Brigid Bergin is the City Hall reporter for WNYC. She covers city politics including the 2013 mayoral race and transition.
The air was crisp and the mood was solemn as family members gathered at a site near Ground Zero for New York City’s ninth September 11th commemoration ceremony at Zuccotti Park. Many wore white ribbons and carried pictures of their loved ones as family members and those working to rebuild the World Trade Center site read the names of almost 3,000 people who died there that day.
Police secured a perimeter around the park, keeping family members separated from the media and onlookers. But Alyson Low, 39, from Fayetteville, AK said she had to come over and speak to reporters about her sister. Sara Low was 28 when she died working as a flight attendant aboard American Airlines Flight 11 -- the first plane that struck the north tower of the World Trade Center.
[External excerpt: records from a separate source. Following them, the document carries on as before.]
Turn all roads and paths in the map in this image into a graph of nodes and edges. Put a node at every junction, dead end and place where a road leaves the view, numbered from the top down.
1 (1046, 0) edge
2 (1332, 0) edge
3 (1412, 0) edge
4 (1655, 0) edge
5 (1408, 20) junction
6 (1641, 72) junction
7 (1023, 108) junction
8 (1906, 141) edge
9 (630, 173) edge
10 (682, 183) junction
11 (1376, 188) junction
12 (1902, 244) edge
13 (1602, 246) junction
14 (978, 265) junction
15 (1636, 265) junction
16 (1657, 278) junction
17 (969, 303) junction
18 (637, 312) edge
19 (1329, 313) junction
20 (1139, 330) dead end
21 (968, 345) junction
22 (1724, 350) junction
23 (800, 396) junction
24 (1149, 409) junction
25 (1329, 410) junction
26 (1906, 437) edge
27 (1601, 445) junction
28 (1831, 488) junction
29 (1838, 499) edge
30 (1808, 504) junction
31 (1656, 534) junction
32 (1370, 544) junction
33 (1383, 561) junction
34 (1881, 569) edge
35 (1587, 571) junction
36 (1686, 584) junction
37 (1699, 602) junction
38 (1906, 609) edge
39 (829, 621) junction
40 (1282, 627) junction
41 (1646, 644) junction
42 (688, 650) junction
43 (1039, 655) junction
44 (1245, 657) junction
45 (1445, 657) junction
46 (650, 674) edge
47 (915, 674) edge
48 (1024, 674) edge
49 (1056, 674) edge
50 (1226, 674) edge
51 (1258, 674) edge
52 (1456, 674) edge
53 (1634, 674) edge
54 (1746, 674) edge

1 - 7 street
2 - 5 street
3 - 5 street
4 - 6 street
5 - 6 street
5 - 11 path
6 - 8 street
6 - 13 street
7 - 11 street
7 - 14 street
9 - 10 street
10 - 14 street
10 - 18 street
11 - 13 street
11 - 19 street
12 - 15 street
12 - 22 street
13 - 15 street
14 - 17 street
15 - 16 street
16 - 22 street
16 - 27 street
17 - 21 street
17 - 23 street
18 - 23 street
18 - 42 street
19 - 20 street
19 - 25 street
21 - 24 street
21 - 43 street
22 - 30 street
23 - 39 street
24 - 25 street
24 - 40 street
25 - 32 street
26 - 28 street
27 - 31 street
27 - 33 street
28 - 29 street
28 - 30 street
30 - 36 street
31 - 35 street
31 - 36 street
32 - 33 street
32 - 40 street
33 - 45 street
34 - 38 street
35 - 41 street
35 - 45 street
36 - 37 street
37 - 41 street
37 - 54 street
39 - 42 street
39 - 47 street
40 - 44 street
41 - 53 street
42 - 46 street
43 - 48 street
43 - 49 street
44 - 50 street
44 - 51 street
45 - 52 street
Low held a photograph of her sister, along with a sign that summed up her feelings about the day.
“This says today is only about my sister and the other innocents killed nine years ago,” Low read. She added, “It’s just my way of saying this is about nothing else, and to stop talking about it. No politics, no religion, it is just them and to co-opt it for anything else is just shameful.”
Today’s anniversary comes as the debate continues over a proposed Islamic Cultural Center and mosque two blocks from Ground Zero. While there were few signs of protest in front of the podium, many family members acknowledged the controversy, even if it was just to say that they felt the day should be about something else.
But for some in the crowd, the politics truly are personal.
Fahim Chowdhury lost his sister Shakila Yasmin and brother-in-law, Nurul H. Miah. Both died in the North Tower. As a Muslim, Chowdhury said the tenor of the debate is making him feel vulnerable.
“I could be a target here. You know I feel it that way. I feel insecure,” said Chowdhury, adding, “I shouldn't be because this is America, land of free. And I should practice any kind of religion I practice.”
Kathy Clark, 54, of Easton, PA, was there to honor her brother. She said it’s not a day for politics.
“I’ve found that even politicians are able to put the politics aside and focus on the victims and families and that’s what today is about,” said Clark, “It’s about healing.”
Clark’s brother Chris Allingham worked as a muncipal bond broker for Cantor Fitzgerald. He was also a husband and father to two boys, who were 6 and 4 that day. Clark said it’s hard to think about all that her brother has missed in the past nine years.
“They go to Yankees games, Chris should be there. We get together at my brothers’ house on the holidays with his wife and children and Chris should be there. They're there. And it's like there's this big space. Our big heart is missing.”
The absence of loved ones for almost a decade was theme for many of the family members.
Victor Ortiz, 42, from Flushing, Queens lost his mother Sonia Ortiz in the attacks. She worked as a freight elevator operator at Windows on the World, on the 106th floor of the North Tower.
Ortiz says his mother had just returned from vacation when she went to work that day.
"When it happened, she managed to call us. She didn't know what had happened. She thought there was a bomb. She wasn't aware that a plane hit the building. Once we told her she got very scared and we told her to try to get out," Ortiz said, adding, "then she hung up the phone and we never heard from her again."
In the past nine years, Ortiz met and married his wife Amanda. Together they have two two children, Victor Jr., 7, and Emlie Jai, 1.
"I would have loved for her to meet her grandson. He's a very handsome boy and we have a granddaughter here also who is very beautiful. I'm married and she would have gotten along very well with my wife," said Ortiz, "all these things she missed."